*Brief:*
Go over the entries and report the lines where the word "thumb" occurs.

[Stored entries]
=====

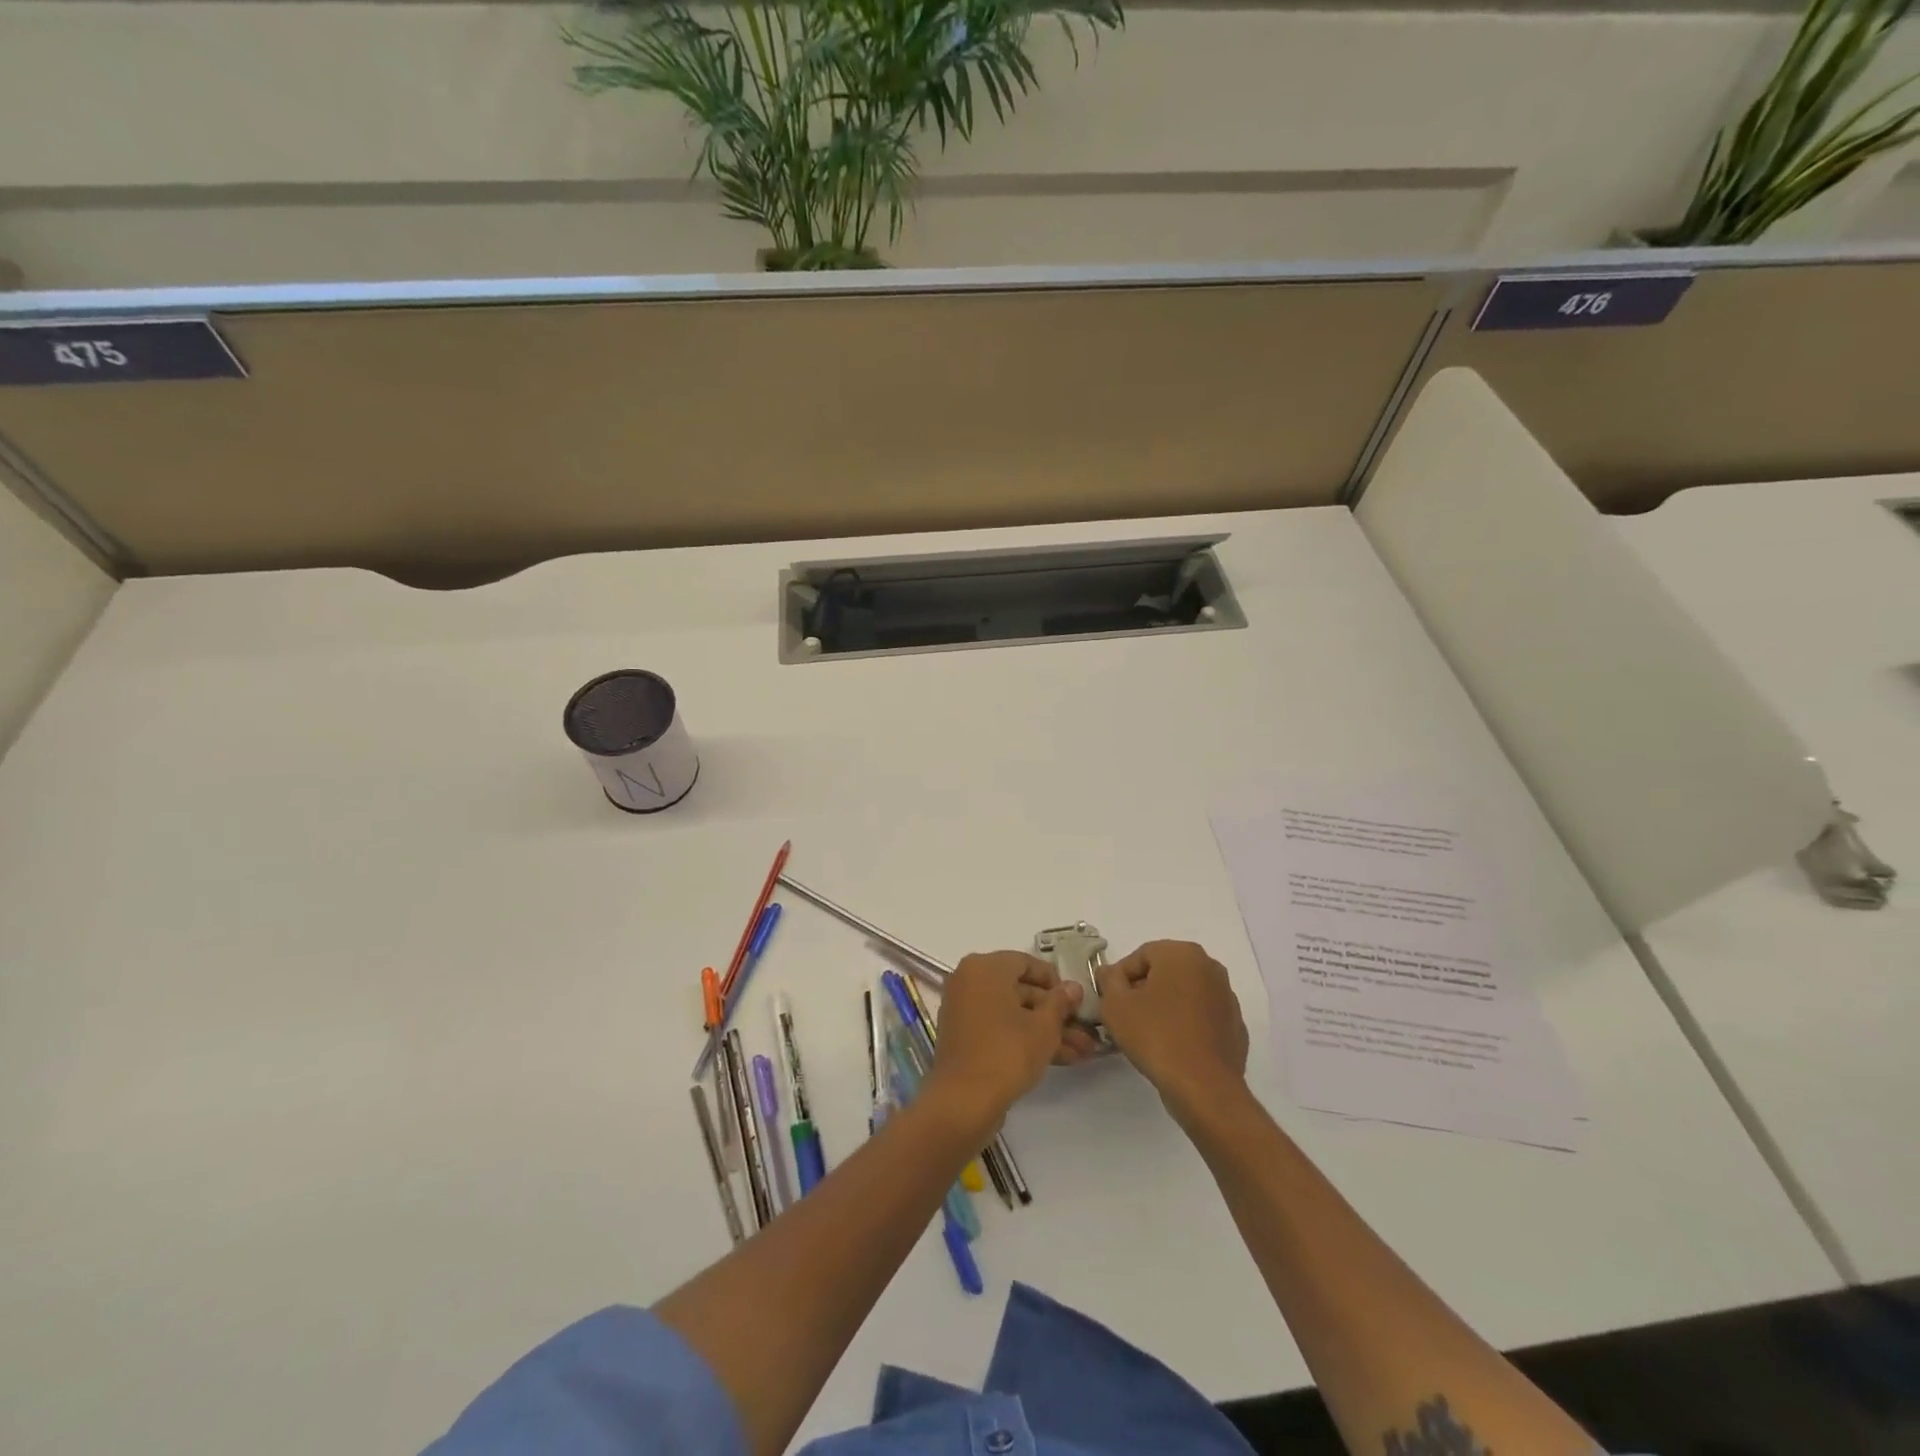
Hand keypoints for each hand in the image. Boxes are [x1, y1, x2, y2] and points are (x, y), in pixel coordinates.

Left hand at [924, 952, 1082, 1134]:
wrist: (963, 1102)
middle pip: (1020, 990)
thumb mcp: (1043, 1027)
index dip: (1054, 981)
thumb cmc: (1007, 1053)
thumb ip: (1060, 1003)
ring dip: (1046, 1030)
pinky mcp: (965, 1037)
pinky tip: (1061, 1059)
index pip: (1025, 962)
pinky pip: (1000, 1028)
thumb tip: (1073, 987)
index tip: (1075, 1001)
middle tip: (1085, 1031)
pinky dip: (1025, 1039)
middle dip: (1055, 1013)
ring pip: (1013, 1013)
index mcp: (985, 968)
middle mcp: (970, 981)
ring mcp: (964, 1010)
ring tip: (1082, 1052)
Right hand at [1097, 940, 1248, 1119]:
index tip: (1110, 1001)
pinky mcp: (1235, 1026)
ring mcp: (1227, 998)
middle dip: (1143, 990)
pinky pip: (1201, 1017)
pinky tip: (1173, 1048)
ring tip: (1148, 1034)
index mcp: (1183, 954)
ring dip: (1165, 1007)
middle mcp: (1210, 967)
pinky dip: (1186, 1025)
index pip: (1141, 956)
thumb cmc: (1156, 1036)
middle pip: (1165, 972)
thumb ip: (1109, 980)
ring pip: (1185, 994)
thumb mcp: (1115, 1005)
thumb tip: (1110, 971)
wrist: (1204, 1087)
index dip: (1120, 977)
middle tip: (1126, 1016)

=====

*Your response:*
thumb mcp: (1043, 1027)
thumb cmc: (1007, 1053)
thumb ip: (1060, 1003)
thumb tip: (1073, 987)
thumb cmc: (1156, 1036)
thumb ip: (1109, 980)
thumb mcp: (1115, 1005)
thumb tip: (1110, 971)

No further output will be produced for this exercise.